The risk of developing HCC for patients with underlying autoimmune hepatitis still remains unclear. Development of HCC in the absence of cirrhosis or viral hepatitis is rather rare or isolated [31]. A recent meta-analysis concluded that the risk of HCC is much lower for patients with autoimmune hepatitis and cirrhosis than for patients with cirrhosis from viral hepatitis or primary biliary cholangitis [32, 33]. Development of HCC from autoimmune hepatitis with corticosteroid-therapy should mainly impose searching for associated viral chronic hepatitis or any other HCC risk factors that can promote carcinogenesis [34].

2.5. Tobacco and alcohol abuse

Tobacco and alcohol abuse represent important HCC risk factors and exposure to both risk factors can increase HCC susceptibility. The mechanism involves generation of reactive oxygen species (ROS) and a decrease of antioxidants, which induces oxidative stress [35].

Alcohol chronic intake is associated with HCC development due to the several mechanisms such as creation of acetaldehyde-DNA; formation of cytochrome P450E1-associated ROS species; iron overload, which can lead to further ROS formation and p53 gene mutation or activation of factor-KappaB‑involved in the promotion of inflammatory response; oxidative stress promotion; and decreased metabolism of vitamin A, which determines the promotion of hepatocyte proliferation as well as initiation and development of liver fibrosis [36]. Alcohol interferes with hepatocarcinogenesis by inducing an already demonstrated precancerous lesion, such as liver cirrhosis or by modifying carcinogenesis initiated by other agents such as HBV or HCV or environmental carcinogens following hepatic enzyme induction or by altering cell membranes [37].

2.6. Environmental toxins

Aflatoxin b1 derived from a fungus (Aspergillus flavus) is a major risk factor in some tropical and subtropical regions. Aspergillus flavus is ubiquitous and contaminates cereals (corn, rice, and sorghum), hazelnuts, etc., stored in humidity conditions. Epidemiological data have shown a strong correlation between aflatoxin intake and HCC incidence in some countries in Asia and Africa. Since 1993, the International Agency for Research on Cancer recognized aflatoxins as a human carcinogen (group IA) [38]. Advanced age, smoking, alcohol, and HBV infection may increase the carcinogenic risk of aflatoxin [39].
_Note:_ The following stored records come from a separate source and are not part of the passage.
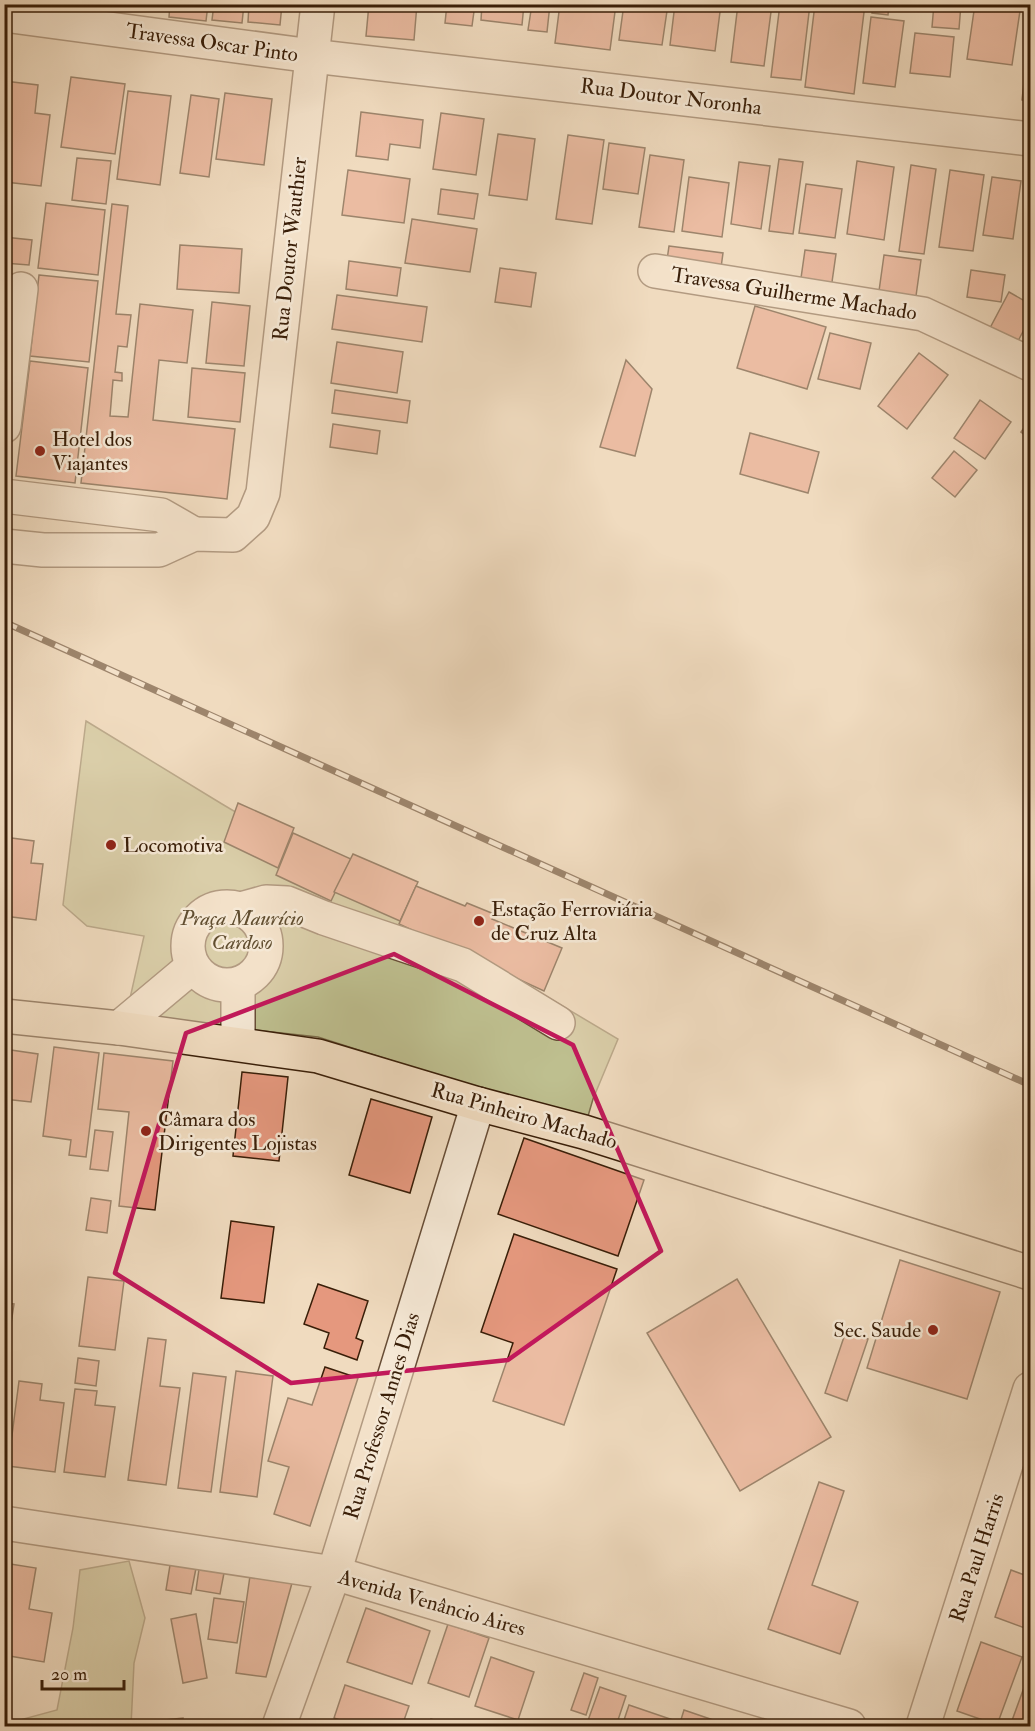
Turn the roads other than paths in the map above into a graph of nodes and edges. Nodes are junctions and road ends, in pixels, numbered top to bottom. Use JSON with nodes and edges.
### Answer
{"nodes":[{"id":1,"x":318,"y":4,"type":"edge"},
{"id":2,"x":4,"y":15,"type":"edge"},
{"id":3,"x":312,"y":56,"type":"junction"},
{"id":4,"x":1030,"y":139,"type":"edge"},
{"id":5,"x":655,"y":271,"type":"dead end"},
{"id":6,"x":21,"y":289,"type":"dead end"},
{"id":7,"x":1030,"y":364,"type":"edge"},
{"id":8,"x":4,"y":426,"type":"edge"},
{"id":9,"x":4,"y":496,"type":"edge"},
{"id":10,"x":194,"y":534,"type":"junction"},
{"id":11,"x":4,"y":546,"type":"edge"},
{"id":12,"x":241,"y":909,"type":"junction"},
{"id":13,"x":193,"y":966,"type":"junction"},
{"id":14,"x":238,"y":984,"type":"junction"},
{"id":15,"x":4,"y":1016,"type":"edge"},
{"id":16,"x":558,"y":1023,"type":"dead end"},
{"id":17,"x":119,"y":1028,"type":"junction"},
{"id":18,"x":238,"y":1044,"type":"junction"},
{"id":19,"x":478,"y":1104,"type":"junction"},
{"id":20,"x":1030,"y":1274,"type":"edge"},
{"id":21,"x":1030,"y":1389,"type":"edge"},
{"id":22,"x":4,"y":1523,"type":"edge"},
{"id":23,"x":334,"y":1574,"type":"junction"},
{"id":24,"x":279,"y":1726,"type":"edge"},
{"id":25,"x":849,"y":1726,"type":"edge"},
{"id":26,"x":923,"y":1726,"type":"edge"}],
"edges":[{"from":1,"to":3,"type":"street","name":"Rua Doutor Wauthier"},
{"from":2,"to":3,"type":"street","name":"Travessa Oscar Pinto"},
{"from":3,"to":4,"type":"street","name":"Rua Doutor Noronha"},
{"from":3,"to":10,"type":"street","name":"Rua Doutor Wauthier"},
{"from":5,"to":7,"type":"street","name":"Travessa Guilherme Machado"},
{"from":6,"to":8,"type":"street"},
{"from":9,"to":10,"type":"street"},
{"from":10,"to":11,"type":"street"},
{"from":12,"to":13,"type":"street"},
{"from":12,"to":14,"type":"street"},
{"from":12,"to":16,"type":"street"},
{"from":13,"to":14,"type":"street"},
{"from":13,"to":17,"type":"street"},
{"from":14,"to":18,"type":"street"},
{"from":15,"to":17,"type":"main road","name":"Rua Pinheiro Machado"},
{"from":17,"to":18,"type":"main road","name":"Rua Pinheiro Machado"},
{"from":18,"to":19,"type":"main road","name":"Rua Pinheiro Machado"},
{"from":19,"to":20,"type":"main road","name":"Rua Pinheiro Machado"},
{"from":19,"to":23,"type":"street","name":"Rua Professor Annes Dias"},
{"from":21,"to":26,"type":"street","name":"Rua Paul Harris"},
{"from":22,"to":23,"type":"street","name":"Avenida Venâncio Aires"},
{"from":23,"to":24,"type":"street","name":"Rua Professor Annes Dias"},
{"from":23,"to":25,"type":"street","name":"Avenida Venâncio Aires"}]}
2.7. Obesity, diabetes and nonalcoholic fatty liver disease (NAFLD)

Obesity represents an important public health problem, with a massive increase in the past years and with staggering estimations of approximately 300 million obese worldwide. Obesity elevates the risk of all types of cancer, including HCC [40]. One study performed in Denmark on a cohort of 43.965 obese patients estimated the relative risk of liver cancer to 1.9 in comparison to the general population [41]. Two Swedish population-based cohort studies also showed an increased risk of HCC among obese [42, 43].

In another US study, Nair et al. evaluated the importance of obesity in over 19,000 patients diagnosed with cirrhosis and liver transplants, with an overall incidence for HCC of 3.5%. The study suggested obesity as a statistically independent risk factor for liver cancer in patients with alcoholic and cryptogenic cirrhosis [44]. Furthermore, a recent case–control study indicated synergy between increased alcohol intake, smoking, and obesity [45]. In 2014, an American study regarding the incidence of hepatocellular carcinoma in Texas Latinos concluded that the incidence of liver cancer is somehow higher than other regions in the US, suggesting risk factors related to increased obesity and diabetes rates, as well as environmental, cultural and socioeconomic factors, and possibly genetic predisposition [46].

The mechanism by which obesity leads to cancer is unclear; insulin resistance and its subsequent inflammatory cascade, and insulin growth factor (IGF)-1 seem to be implicated [47]. In a study published in 2010, Michael Karin’s team addressed the mechanism by which the obesity can lead to cancer by studying the development of HCC induced by diethylnitrosamine (DEN) or fat diet in mice [48, 49].

Although this is not entirely proven, a number of studies indicate that NAFLD is the link between obesity, diabetes, and HCC. In time, NAFLD can lead to fibrosis and finally, cirrhosis. Approximately 60% of patients with obesity have simple steatosis or steatosis with mild inflammation and around 25–30% have nonalcoholic steatohepatitis (NASH) [50].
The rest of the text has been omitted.